The woman seated on the sofa is definitely the most attractive woman that Lucas Giraut has ever had any dealings with in his entire life. The crux of her sexual appeal isn't in her almost perfect adherence to the prevailing canons of physical beauty in the fashion, film or television worlds. Nor in her long, slender legs crossed at knee height, which now occupy the absolute center of Giraut's visual field. Nor is it related to external signs of self-assurance or absolute sexual confidence. But rather, her appeal could be chalked up to a certain general inscrutability. To the fact that the color of her eyes and her hair is a complete mystery, or how it's impossible to know what she's looking at behind her dark glasses. Her expression, her clothes, her general attitude — none of it seems to correspond to anything known or familiar or real. The resulting visual sensation is like television static. Like something fleeting, or like the profound ontological instability of things that are too perfect.

“Haven't you ever had the feeling that you've been robbed of something vital?” The woman releases a little cloud of smoke from between two rows of apparently perfect teeth. “I mean something really important. Something that they took from you when you were a child. Something that makes the difference between a good life and a shitty life. They stole something from me.” She nods. “I can't say exactly when. Maybe when I was too little to realize. And since then everything has been shitty. I mean everything has gone really badly. I'm sure you've noticed that I'm an exceptionally attractive woman.”

Even though her eyes are invisible behind her dark glasses, Lucas Giraut has a certain inexplicable feeling that the woman's pupils have moved vertically toward her own body. “I've always wanted to be an actress. And I'm not only good-looking. I'm talented, too. I'm intelligent. I can play dramatic parts and that kind of thing. I dance, too. So I ask myself: Why do I have this shitty life when I've got everything anyone could want in life? Well, it's because I'm missing something essential. Something that was taken from me. Maybe before I was born. I think you can be born missing something they've taken from you. You know what I mean. And in my case, what they took from me has something to do with a guy named Eric Yanel. I think you know him. It's not that he's the one who robbed me, or that he has what they took from me. But I'm convinced that he has something to do with all this. That's why I ended my personal relationship with Mr. Yanel. And my professional relationship with him.” She makes a pause during which she stubs out the butt of her cigarette emphatically in the ashtray shaped like the Roman Colosseum on the coffee table. “I don't know if Mr. Yanel has spoken to you about me. Maybe he has. Maybe using another name, I don't know. He told me that you produce films. And that perhaps you had a part for me.” She pauses. “Do you think you could bring me a drink?”

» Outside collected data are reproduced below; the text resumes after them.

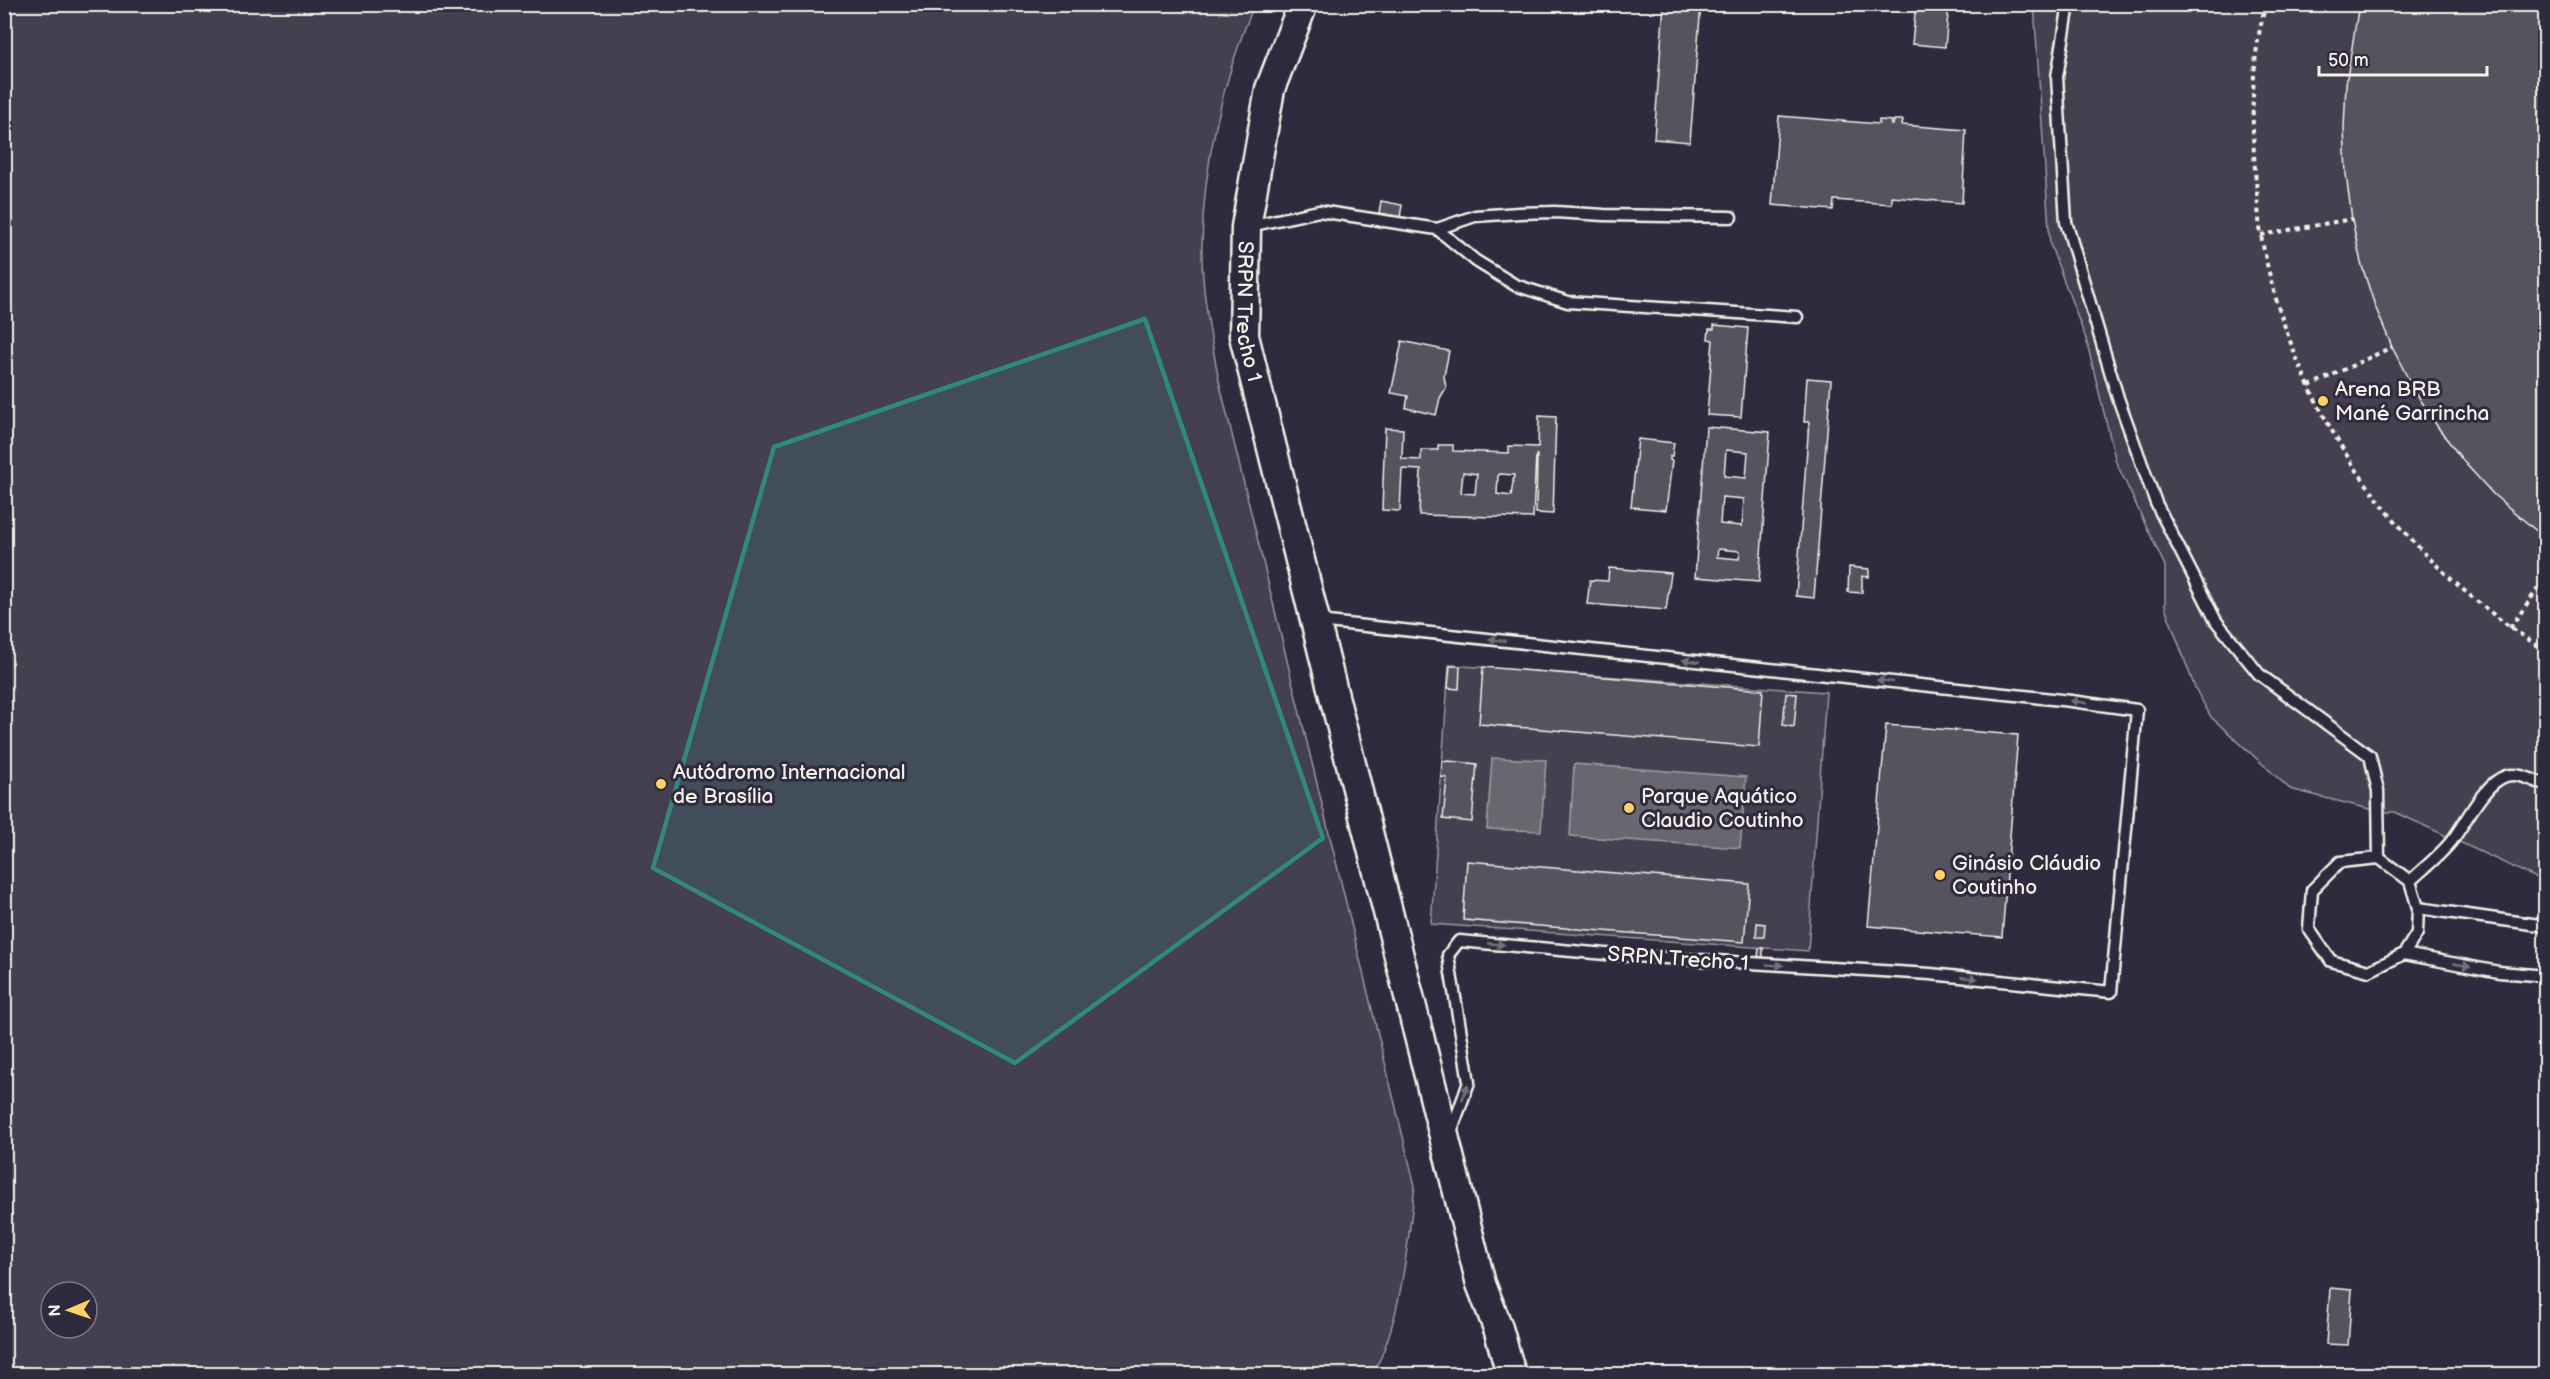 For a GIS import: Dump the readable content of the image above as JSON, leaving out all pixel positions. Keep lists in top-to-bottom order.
{
  "streets": {
    "main road": ["SRPN Trecho 1"]
  },
  "places": [
    "Arena BRB Mané Garrincha",
    "Autódromo Internacional de Brasília",
    "Parque Aquático Claudio Coutinho",
    "Ginásio Cláudio Coutinho"
  ],
  "scale_bar": "50 m",
  "north": "left"
}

Giraut considers the possibility of going down to the first-floor apartment, for a wider selection of drinks than he has in his. After a moment he comes back from his office with an unopened bottle of Macallan and two highball glasses with tinkling ice cubes. He makes some remark about the fact that he doesn't usually receive guests in his apartment, as an explanation of his lack of alcoholic options, and serves the whiskey with his gaze fixed on the woman's crossed knees. As hard as he tries to focus on one part of the woman's anatomy or clothing, he keeps having the same sensation of ontological fleetingness. The same sensation of having something in front of him that's too good to be real.

“Miss DeMink.” Giraut forces himself to move his gaze from her knee to a neutral spot in the living room. “I assure you that I do not produce films of any kind. The person you mentioned is not on my client list, nor among my professional associates,” he says very slowly, as if gauging the scope and implications of his words. “It's possible that I could have some idea of who the person you mentioned is. But perhaps I should warn you that it is not in your best interests to continue on that course. The person you mention could be associated with dangerous people. People involved in shady dealings.”